Contributors mailing list archives
Re: OCA and security noticesby
GreenCloud Consulting, Juan Del Castillo Gómez
+1 PSC SecDevOps Team.
I've a Bachelor in Telecommunications Engineering and a Master in Cybersecurity.
I've the mindset for work on security related stuff.
Professionally I've a few experience as a SOC engineer and as a SecDevOps Architecture engineer.
I already have the background and I have know how implement it strategically, so I could be member of the possible PSC SeDevOps, but actually, I'm retired from Cybersecurity.

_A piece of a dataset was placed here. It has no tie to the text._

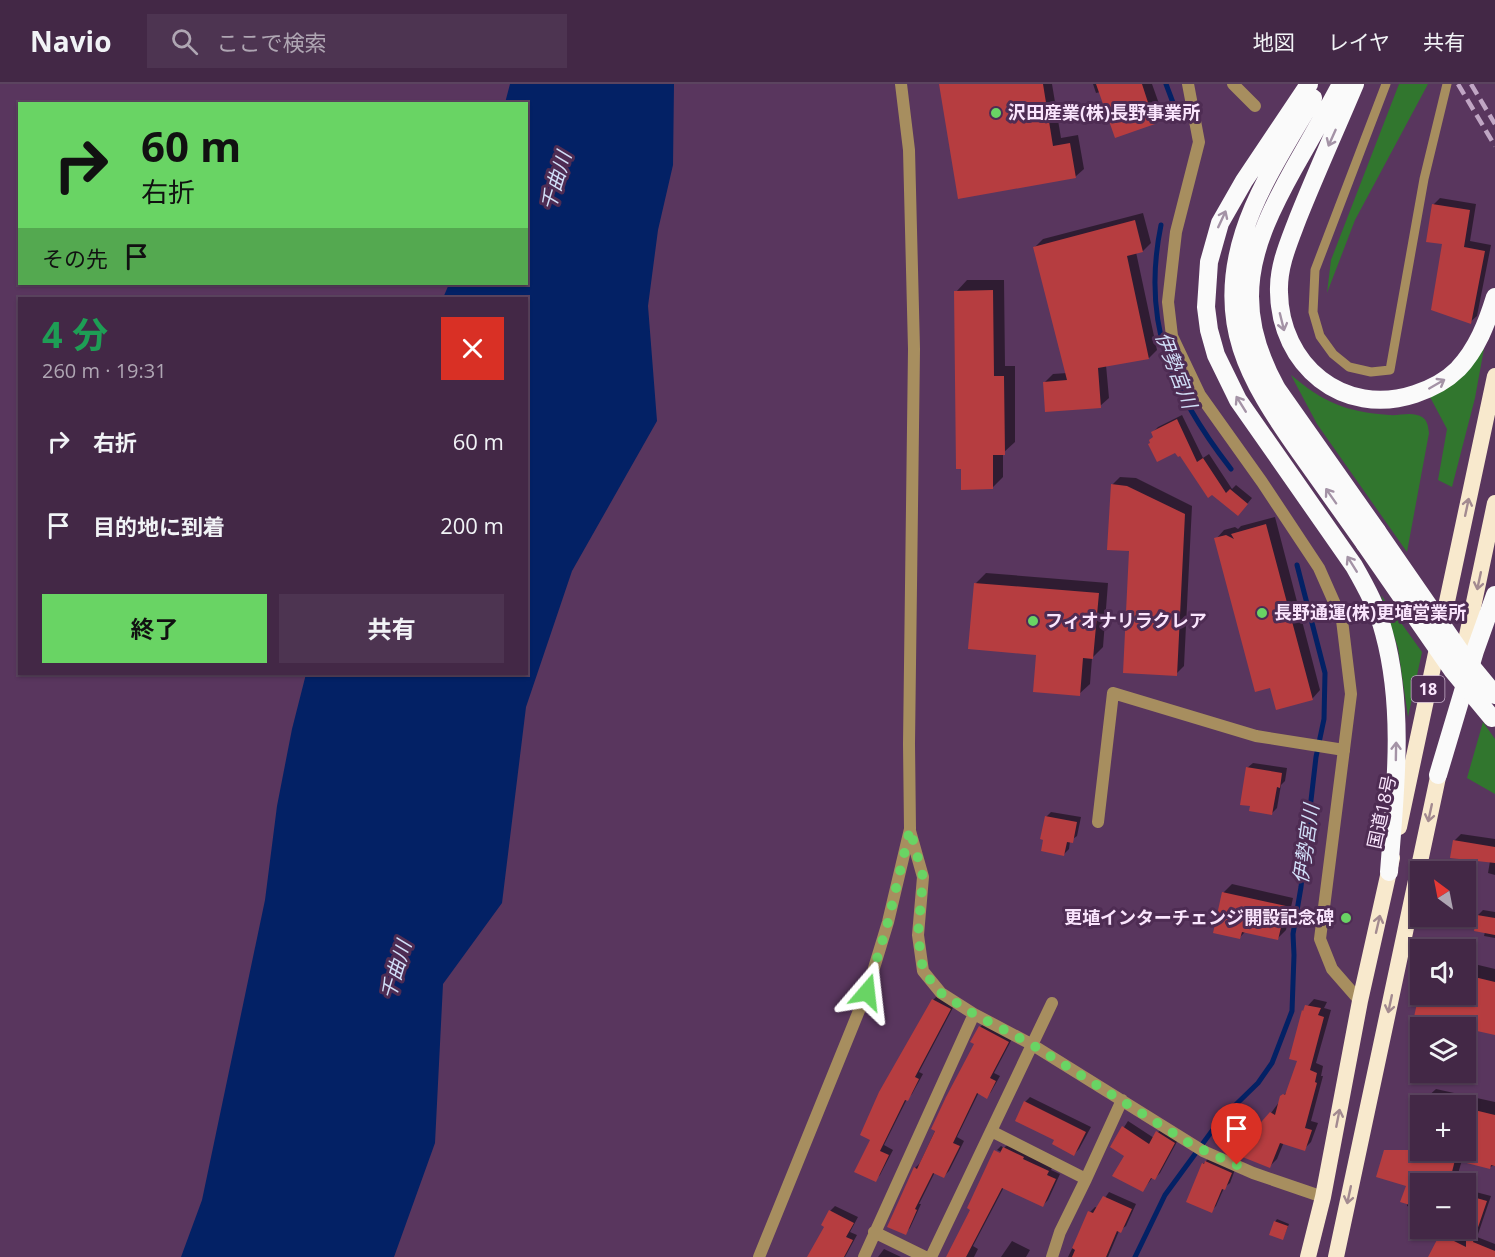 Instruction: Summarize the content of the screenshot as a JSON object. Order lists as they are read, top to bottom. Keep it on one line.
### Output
{"streets":{"highway":["18","国道18号"]},"water":["千曲川","伊勢宮川"],"places":["沢田産業(株)長野事業所","長野通運(株)更埴営業所","フィオナリラクレア","更埴インターチェンジ開設記念碑"],"north":"top left","page":{"header":"Navio","search":"ここで検索","nav":["地図","レイヤ","共有"],"turn":["60 m","右折"],"then":"その先","heading":["4 分","260 m · 19:31"],"list":[{"name":"右折","value":"60 m"},{"name":"目的地に到着","value":"200 m"}],"buttons":["終了","共有"],"map_buttons":["+","−"]}}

Due to no email list neither PSC discussion team, I'm going to give you ideas about how security should be implemented, the S-SDLC, in this mail.
Security is transversal, we could have a Continious Pentesting against stage environments for preventive bugs on code before production. But is better avoid bug of code at the root.
The first concept is move security to developers to be ideally preventive. So, is the developer mindset who capture the flags at design features level and with BDD, TDD apply to security development. Then, integrate it in CI/CD(DevOps), so at the point of view of a threat modelling, security is by design and by default, at the early stage of design, for that, Sec is before than DevOps, so I propose a SecDevOps Team, because is moving security to the left.
I search a few to give you orientation guidelines to discuss about:
El mié, 23 dic 2020 a las 11:17, Florent Cayré (<firstname.lastname@example.org>) escribió:
+1 for a PSC security team who would discuss with Odoo SA so that the team has the time to backport security fixes before the disclosure. Security reports may come from community members after all, why not let the community benefit from this work? Le 23/12/2020 à 11:47, Houssine BAKKALI a écrit : > My first idea will be to open an issue on OCB for each security notice > and organize the work as it done for modules migration. What do you > think ? Creating a PSC team security could be another idea.